### Extracted records
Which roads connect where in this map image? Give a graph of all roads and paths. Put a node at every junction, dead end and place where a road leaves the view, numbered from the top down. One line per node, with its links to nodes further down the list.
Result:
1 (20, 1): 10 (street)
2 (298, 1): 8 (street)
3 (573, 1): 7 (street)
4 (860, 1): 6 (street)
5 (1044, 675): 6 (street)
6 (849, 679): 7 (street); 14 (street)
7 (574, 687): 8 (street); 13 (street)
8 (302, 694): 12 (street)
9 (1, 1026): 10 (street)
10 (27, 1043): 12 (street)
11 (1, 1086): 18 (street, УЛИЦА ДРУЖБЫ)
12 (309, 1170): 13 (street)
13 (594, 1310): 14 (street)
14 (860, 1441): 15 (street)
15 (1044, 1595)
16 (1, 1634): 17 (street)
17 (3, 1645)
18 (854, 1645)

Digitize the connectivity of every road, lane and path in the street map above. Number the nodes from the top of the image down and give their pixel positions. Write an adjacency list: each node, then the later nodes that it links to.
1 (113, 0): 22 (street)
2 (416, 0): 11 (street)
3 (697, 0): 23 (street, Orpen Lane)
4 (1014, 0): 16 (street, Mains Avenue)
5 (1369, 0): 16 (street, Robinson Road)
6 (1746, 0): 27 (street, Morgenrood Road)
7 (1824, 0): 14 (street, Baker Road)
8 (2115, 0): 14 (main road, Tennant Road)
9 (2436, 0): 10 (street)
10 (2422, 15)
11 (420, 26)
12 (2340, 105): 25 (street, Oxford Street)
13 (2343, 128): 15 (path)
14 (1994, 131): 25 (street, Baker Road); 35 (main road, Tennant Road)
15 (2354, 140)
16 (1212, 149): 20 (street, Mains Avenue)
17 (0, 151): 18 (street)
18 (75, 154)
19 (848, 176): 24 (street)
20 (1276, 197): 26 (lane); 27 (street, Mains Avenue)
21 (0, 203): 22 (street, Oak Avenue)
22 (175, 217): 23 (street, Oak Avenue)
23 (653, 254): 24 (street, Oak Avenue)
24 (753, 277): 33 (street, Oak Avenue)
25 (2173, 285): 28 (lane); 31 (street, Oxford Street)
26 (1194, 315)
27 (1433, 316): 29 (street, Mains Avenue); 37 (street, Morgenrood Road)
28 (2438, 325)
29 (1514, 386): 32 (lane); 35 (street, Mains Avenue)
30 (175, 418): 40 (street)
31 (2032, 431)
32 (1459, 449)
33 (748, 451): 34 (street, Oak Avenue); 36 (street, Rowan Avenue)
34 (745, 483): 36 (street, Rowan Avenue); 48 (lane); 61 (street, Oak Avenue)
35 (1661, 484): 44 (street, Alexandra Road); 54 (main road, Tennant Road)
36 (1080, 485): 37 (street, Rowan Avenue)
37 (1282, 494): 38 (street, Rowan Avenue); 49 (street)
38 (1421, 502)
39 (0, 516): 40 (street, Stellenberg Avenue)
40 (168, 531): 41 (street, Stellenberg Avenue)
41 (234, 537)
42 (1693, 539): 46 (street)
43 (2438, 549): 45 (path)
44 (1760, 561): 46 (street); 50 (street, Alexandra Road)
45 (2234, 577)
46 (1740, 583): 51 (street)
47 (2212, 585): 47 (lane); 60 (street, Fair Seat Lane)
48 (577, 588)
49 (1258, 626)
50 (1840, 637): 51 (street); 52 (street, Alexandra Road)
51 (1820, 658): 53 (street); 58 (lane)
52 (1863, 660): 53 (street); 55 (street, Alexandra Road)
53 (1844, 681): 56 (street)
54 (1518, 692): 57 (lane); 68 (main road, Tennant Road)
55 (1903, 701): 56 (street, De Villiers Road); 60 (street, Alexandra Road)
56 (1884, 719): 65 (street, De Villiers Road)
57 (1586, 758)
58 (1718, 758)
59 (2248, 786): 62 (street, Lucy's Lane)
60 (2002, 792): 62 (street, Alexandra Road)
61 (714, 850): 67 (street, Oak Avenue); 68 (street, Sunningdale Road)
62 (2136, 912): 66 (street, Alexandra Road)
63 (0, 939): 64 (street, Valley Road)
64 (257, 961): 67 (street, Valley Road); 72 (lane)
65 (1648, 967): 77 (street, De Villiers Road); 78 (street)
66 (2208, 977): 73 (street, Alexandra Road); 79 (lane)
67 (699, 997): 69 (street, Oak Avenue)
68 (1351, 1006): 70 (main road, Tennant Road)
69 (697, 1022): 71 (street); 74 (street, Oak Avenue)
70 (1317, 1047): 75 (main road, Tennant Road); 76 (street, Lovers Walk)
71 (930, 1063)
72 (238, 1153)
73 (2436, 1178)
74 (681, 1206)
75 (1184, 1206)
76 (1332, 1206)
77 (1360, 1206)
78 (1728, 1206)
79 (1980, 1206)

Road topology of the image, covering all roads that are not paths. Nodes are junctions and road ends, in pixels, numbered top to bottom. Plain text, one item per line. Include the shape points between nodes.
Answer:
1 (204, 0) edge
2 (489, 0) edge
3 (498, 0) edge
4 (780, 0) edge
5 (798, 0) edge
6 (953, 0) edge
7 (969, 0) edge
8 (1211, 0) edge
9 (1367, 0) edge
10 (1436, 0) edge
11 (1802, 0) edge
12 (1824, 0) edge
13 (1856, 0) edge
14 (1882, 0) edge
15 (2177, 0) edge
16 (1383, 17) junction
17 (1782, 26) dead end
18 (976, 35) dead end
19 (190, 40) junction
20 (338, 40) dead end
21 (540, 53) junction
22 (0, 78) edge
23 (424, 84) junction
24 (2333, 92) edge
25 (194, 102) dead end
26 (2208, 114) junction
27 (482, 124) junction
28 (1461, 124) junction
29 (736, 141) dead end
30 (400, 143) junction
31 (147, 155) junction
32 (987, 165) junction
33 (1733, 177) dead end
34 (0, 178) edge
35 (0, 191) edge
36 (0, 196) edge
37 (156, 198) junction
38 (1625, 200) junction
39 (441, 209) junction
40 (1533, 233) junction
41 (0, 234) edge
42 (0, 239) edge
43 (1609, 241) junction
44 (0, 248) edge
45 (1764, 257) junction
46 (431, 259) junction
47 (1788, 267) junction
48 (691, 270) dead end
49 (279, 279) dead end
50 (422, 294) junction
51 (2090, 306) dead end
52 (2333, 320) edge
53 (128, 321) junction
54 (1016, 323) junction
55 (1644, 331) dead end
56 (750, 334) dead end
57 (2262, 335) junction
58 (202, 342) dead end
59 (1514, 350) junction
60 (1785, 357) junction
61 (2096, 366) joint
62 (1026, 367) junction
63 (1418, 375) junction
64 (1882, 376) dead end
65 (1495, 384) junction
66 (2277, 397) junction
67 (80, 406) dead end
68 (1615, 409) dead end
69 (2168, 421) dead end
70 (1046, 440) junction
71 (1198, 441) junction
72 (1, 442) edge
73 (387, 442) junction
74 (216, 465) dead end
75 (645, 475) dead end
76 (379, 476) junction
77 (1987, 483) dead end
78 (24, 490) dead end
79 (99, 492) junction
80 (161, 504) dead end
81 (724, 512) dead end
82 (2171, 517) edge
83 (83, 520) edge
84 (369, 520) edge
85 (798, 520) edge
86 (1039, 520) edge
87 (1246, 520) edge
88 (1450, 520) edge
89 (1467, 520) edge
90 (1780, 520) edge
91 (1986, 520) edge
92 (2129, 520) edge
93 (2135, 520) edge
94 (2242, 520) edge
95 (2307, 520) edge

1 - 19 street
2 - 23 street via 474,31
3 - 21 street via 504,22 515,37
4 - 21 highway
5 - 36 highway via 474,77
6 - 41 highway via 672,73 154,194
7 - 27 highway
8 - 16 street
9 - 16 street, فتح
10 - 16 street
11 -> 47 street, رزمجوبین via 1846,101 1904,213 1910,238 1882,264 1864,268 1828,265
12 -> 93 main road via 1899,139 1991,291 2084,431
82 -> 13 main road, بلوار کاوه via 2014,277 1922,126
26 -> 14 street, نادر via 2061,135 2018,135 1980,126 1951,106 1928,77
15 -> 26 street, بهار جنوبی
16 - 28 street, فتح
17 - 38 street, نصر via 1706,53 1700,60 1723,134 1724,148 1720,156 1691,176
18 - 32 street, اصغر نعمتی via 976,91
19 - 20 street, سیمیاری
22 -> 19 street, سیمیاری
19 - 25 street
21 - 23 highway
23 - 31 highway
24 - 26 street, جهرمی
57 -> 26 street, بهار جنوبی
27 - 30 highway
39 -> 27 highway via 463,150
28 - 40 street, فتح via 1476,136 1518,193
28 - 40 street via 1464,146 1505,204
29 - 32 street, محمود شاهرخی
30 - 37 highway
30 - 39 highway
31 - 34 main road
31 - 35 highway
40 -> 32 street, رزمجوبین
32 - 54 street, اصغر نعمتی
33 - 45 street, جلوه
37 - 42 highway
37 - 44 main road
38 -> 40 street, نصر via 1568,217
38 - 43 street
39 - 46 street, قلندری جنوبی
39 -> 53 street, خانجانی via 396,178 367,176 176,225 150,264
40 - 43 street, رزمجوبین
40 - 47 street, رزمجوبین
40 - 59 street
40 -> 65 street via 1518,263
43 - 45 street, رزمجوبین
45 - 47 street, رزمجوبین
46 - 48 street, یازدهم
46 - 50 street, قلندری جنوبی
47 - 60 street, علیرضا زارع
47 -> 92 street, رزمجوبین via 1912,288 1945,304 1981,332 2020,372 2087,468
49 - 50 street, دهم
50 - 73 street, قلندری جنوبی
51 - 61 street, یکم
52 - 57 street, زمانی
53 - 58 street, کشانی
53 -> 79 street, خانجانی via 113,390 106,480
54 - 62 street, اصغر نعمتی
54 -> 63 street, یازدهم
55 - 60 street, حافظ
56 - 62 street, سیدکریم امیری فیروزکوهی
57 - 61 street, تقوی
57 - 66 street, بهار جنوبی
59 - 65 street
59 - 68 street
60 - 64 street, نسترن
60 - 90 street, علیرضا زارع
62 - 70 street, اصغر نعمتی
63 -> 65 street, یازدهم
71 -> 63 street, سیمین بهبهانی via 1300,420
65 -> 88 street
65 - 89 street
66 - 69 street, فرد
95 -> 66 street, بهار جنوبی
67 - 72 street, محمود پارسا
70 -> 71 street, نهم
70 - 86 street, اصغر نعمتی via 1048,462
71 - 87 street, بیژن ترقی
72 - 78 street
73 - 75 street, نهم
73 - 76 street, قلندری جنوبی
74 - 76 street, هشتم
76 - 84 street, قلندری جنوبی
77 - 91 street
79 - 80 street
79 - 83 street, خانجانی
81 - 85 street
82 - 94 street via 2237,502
######
**Exercise goal**. If a line in the data holds the word "highway", count it, then state the total alone.

**Response box**. 12